Firefly Environment - Journal
- Paul and I worked on finishing the wiring. We were up in Shift Space until 5 am. It was terrible. The wires were shorter than I expected so we had to add on more wires onto each end. At the end of the day, we were done. One of the chips had gone bad so I tossed it out. Let's just hope it doesnt happen again during showtime!
- I have completed writing the code that will be used for our final project. The code can be accessed here.
- I made use of all three drivers by linking them together. The ouput (Serial Data Out) from Chip1 goes to the input (Serial Data In) of the next, and so forth. That way, it extends to 48-bits.
- I have written a code that will randomly select any 30 LEDs to light at one time, and then flickers (by adjusting the duty cycle - see the code for more details) before lighting another 30.
- By having 30 at a time, some of the LEDs that were previously lit will be lit again (thirty is a big percentage of 48, about 60%, so it is likely to have the same LEDs blink again), while some that were previously lit would be blank. This will create an effect that the Fireflies are everywhere, without a distinguishable pattern to it.
- I had made a simple startup routine that will enable all of the LEDs. This way, we can check if there's an LED that is out. With another push of a button, it will enable the Firefly mode for display.
- Click here for the schematic.
- Time is running out. With only a few days left until Final Friday, things are starting to get really hectic. I have successfully figured out a way to play with those LED driver chips and can make a simple movement of LEDs moving across the entire board.
- We have decided to just use 48 LEDs (and save the other two just in case one of them burns out). That would mean just using three 16-bit LED drivers.

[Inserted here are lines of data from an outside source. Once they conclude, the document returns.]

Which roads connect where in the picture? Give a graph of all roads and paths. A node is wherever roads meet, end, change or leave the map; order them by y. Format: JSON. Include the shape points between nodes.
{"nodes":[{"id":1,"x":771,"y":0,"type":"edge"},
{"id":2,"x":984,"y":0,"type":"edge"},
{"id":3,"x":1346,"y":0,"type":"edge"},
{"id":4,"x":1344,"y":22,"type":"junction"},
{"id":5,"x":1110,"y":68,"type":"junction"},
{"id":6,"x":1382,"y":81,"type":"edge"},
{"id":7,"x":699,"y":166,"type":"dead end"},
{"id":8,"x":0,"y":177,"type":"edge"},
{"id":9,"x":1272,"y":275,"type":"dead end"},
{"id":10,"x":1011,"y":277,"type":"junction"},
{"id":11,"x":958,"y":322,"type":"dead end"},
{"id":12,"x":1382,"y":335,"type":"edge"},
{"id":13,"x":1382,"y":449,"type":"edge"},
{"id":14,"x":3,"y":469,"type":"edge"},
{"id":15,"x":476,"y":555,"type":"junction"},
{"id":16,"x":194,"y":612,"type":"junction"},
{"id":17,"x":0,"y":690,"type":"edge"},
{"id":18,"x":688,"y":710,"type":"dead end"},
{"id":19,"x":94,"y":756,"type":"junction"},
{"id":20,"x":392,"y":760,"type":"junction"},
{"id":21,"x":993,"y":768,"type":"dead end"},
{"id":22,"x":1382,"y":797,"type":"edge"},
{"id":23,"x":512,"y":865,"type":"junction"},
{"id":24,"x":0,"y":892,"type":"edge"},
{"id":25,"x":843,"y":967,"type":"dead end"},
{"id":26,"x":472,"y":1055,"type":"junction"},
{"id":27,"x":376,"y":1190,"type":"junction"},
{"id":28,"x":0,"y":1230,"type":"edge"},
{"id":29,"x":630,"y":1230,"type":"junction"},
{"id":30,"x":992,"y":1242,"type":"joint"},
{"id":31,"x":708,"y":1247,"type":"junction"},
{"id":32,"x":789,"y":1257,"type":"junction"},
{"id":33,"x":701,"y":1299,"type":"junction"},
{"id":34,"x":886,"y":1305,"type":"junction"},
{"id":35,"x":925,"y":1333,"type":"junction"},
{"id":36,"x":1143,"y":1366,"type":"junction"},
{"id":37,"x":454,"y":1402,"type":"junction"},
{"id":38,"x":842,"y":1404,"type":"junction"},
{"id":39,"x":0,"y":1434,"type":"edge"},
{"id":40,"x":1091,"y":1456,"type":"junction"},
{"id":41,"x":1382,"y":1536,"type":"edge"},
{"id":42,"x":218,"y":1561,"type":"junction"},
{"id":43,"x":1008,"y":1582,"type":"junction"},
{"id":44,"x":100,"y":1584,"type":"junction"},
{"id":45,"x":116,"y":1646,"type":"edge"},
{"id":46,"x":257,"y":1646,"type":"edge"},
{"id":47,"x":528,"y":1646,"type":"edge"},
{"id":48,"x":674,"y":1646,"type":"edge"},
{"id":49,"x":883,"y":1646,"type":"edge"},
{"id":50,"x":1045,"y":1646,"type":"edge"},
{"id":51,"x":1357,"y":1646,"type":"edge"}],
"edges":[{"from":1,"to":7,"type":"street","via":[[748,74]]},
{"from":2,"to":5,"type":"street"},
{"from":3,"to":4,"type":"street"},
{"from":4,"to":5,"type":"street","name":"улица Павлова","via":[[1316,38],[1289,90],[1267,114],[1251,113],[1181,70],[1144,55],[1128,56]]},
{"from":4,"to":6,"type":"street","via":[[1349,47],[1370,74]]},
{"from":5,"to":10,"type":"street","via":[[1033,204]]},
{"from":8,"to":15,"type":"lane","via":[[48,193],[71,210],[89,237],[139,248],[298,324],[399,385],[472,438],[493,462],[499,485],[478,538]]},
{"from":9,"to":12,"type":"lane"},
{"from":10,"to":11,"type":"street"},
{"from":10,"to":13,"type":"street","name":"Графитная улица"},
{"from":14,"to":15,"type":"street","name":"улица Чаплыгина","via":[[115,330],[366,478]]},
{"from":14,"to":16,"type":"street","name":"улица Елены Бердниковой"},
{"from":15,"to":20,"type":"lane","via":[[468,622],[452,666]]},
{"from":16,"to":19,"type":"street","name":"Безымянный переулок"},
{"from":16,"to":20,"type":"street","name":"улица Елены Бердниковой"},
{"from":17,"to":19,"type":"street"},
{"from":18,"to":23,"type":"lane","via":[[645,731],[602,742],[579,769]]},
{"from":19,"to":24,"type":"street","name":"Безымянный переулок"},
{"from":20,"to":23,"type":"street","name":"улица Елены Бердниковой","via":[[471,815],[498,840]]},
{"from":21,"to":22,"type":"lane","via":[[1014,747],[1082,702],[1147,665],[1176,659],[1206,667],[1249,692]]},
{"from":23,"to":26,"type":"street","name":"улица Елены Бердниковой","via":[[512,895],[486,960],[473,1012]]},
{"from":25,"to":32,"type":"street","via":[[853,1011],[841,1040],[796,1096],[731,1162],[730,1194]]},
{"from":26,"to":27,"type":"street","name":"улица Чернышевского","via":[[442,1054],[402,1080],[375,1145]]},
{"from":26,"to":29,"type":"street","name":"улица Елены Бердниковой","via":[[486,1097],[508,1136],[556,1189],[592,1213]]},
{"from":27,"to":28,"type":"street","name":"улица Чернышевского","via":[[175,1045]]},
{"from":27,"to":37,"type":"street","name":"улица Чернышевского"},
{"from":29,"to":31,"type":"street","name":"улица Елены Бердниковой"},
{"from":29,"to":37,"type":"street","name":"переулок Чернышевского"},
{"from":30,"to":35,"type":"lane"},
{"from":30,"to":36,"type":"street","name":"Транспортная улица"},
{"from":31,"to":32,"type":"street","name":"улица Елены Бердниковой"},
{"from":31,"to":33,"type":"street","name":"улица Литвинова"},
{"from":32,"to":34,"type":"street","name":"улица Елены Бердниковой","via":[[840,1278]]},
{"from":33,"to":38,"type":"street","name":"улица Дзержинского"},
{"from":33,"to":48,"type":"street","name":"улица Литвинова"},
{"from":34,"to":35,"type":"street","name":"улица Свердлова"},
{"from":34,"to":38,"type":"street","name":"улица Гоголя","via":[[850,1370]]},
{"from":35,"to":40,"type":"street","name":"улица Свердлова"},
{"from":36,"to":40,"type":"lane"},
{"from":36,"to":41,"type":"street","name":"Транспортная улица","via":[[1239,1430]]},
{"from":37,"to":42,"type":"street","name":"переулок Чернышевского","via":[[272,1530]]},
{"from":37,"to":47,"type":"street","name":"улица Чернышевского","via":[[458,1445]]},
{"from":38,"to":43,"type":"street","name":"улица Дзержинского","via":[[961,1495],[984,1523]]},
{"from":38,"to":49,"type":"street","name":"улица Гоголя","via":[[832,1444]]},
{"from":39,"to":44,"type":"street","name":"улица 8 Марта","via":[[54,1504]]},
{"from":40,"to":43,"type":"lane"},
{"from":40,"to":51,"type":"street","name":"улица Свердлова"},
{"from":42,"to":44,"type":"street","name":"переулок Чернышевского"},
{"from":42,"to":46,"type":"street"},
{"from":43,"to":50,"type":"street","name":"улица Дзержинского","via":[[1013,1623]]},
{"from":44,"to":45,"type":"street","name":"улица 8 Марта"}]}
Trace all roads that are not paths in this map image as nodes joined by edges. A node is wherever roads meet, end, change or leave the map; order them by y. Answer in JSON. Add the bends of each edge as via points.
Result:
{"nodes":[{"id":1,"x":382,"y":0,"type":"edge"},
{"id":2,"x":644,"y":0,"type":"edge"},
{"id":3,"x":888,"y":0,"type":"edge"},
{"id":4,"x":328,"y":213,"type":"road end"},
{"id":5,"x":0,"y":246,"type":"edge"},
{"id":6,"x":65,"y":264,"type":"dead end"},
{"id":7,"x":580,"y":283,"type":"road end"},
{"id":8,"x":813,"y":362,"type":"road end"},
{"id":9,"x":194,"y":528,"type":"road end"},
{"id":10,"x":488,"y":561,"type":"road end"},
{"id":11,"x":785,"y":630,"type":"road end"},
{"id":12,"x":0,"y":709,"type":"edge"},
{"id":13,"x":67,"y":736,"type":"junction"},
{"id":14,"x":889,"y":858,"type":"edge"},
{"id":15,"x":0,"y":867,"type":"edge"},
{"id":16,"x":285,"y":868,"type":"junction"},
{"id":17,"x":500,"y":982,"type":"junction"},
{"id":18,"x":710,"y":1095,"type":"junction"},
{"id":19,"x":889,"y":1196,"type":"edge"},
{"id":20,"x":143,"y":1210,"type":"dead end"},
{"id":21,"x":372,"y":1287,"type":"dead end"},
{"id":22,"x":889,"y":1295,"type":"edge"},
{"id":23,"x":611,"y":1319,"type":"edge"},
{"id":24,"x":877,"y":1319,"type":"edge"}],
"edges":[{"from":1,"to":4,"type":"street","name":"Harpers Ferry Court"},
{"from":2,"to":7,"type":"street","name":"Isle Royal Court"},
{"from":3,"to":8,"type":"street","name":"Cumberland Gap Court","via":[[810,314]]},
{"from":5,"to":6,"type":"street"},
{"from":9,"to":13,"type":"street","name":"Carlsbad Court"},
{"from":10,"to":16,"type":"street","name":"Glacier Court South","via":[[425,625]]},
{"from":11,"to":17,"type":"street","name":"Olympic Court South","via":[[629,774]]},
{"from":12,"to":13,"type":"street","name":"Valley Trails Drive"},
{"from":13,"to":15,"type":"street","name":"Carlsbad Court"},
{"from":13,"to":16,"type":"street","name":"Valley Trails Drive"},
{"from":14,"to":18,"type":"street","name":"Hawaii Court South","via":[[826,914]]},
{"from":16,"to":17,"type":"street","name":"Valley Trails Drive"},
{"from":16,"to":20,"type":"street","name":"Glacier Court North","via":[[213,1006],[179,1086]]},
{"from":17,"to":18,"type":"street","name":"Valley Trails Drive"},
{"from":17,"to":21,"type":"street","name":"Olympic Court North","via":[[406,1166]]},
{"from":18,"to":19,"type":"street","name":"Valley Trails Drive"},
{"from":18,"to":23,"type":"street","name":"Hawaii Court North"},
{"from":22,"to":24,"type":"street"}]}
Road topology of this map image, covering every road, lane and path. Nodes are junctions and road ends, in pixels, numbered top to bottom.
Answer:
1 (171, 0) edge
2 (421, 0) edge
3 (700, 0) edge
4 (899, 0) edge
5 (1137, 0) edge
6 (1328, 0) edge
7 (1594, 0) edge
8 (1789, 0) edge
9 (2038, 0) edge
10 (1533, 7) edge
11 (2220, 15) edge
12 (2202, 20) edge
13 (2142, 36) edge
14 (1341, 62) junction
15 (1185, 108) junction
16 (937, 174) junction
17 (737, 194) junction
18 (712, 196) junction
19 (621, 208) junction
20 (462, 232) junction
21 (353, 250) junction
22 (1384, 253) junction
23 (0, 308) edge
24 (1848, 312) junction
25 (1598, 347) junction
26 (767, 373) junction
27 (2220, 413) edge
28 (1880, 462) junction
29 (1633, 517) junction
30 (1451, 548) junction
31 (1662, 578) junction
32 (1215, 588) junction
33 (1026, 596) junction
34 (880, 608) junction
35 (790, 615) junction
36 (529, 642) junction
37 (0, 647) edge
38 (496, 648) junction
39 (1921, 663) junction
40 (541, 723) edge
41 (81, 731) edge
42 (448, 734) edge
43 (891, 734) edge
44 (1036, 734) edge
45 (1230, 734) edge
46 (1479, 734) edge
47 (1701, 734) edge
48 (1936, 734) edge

- Here is a pinout of the chip:
- The chip works this way:
- An output from the LogoChip (a pattern of on or off in any combination) is fed into the Serial Data In pin (PIN 2), one at a time (either on or off). This will represent a serial data input being fed to the chip.
- Then, another output from the LogoChip controls the clock (PIN 3).
After "data" has been delivered to PIN 2, a clock pulse will send the data in.
- The driver contains a shift register. Which means that after every clock, a new set of input will be accepted and the contents of the previous ones will be shifted.
- Say, I have a data to be transmitted in that is 0101. I will first need to send '1' and pulse/clock it. So the content of the register will now contain a '1'. It remembers there is a '1' in the register, but just moves it across the entire 16-bits. That way, we can keep on changing the input but still retain the previous inputs. All we need to do is to change the input on or off and pulse it. It reduces the number of input pins needed considerably.
- Once all the data that are in are loaded into the register, we need to LATCH it. This moves the data from the register to the output. An output from the LogoChip controls the Latch (PIN 4).
- The output can also be controlled to display or to blank. As it turns out, this is an excellent way of controlling the duty cycle or the brightness of the LEDs. This is great for mimicking the behavior of real fireflies.
- Keith Neufeld, our classmate, had suggested the idea of using a serial LED driver from Allegro (http://www.allegromicro.com). I checked the specifications of the chip and decided it was just the right driver needed for our project. Keith had given me a link showing an 8-bit driver, AE6275. With 50 leds, we would need about 6-7 of those chips. That would be highly unnecessary. Thankfully, Allegro has another chip in those series, AE6276, which is a 16-bit version. I went straight ahead and ordered 4 of them.Now it's just a matter of learning it!
- Paul had finished soldering every single LED onto 10-feet wires.He had carefully shrink-wrapped them as well. Check his page for pictures and notes on the process.
- LEDs are ready, now I need to work on how to drive them.
- Paul and I were discussing on how we should implement the firefly movement. We almos went ahead with the mechanized movement idea but instead changed our minds. The class did a wonderful job listening to our idea and contributed to the idea of having a horde of fireflies. This number will be in the range of 40-60 fireflies, all hanged from the ceiling but flickers in series creating some movement effect just like Christmas lights.
- We decided on 50 LEDs and Paul went a head and ordered them. The only problem now was how to light up 50 LEDs from the LogoChip? There were several options in doing this: First is to have some of the outputs tied together and "trimmed to fit" the number of outputs on the LogoChip. The disadvantage of this is that there will be an instantly recognizable pattern (in terms of which group of LEDs light or blank). We wanted something more random. Plus, there will also be current considereations that we need to address.
- Another idea is to use an external chip to drive the LED. As of this moment, I have not yet found an appropriate chip. We chose this idea and is highlighted as part of our Final project proposal.
- We first thought of an idea visualizing an environment. Paul had wanted to create an outdoor environment with fireflies. The fireflies will be hanged from a ceiling and made to show some movement. There will be a small fixture on the floor with sand and grass.
- Implementation: Our first idea is to have the fireflies linked to some sort of mechanical device, like a small rod, which would stir up the position of the fireflies, creating a "flying" effect. The fireflies were to be made using amber LEDs. The idea is still very vague but, it's a much more concrete compared to our previous ideas with the mason jars. We will stick to this.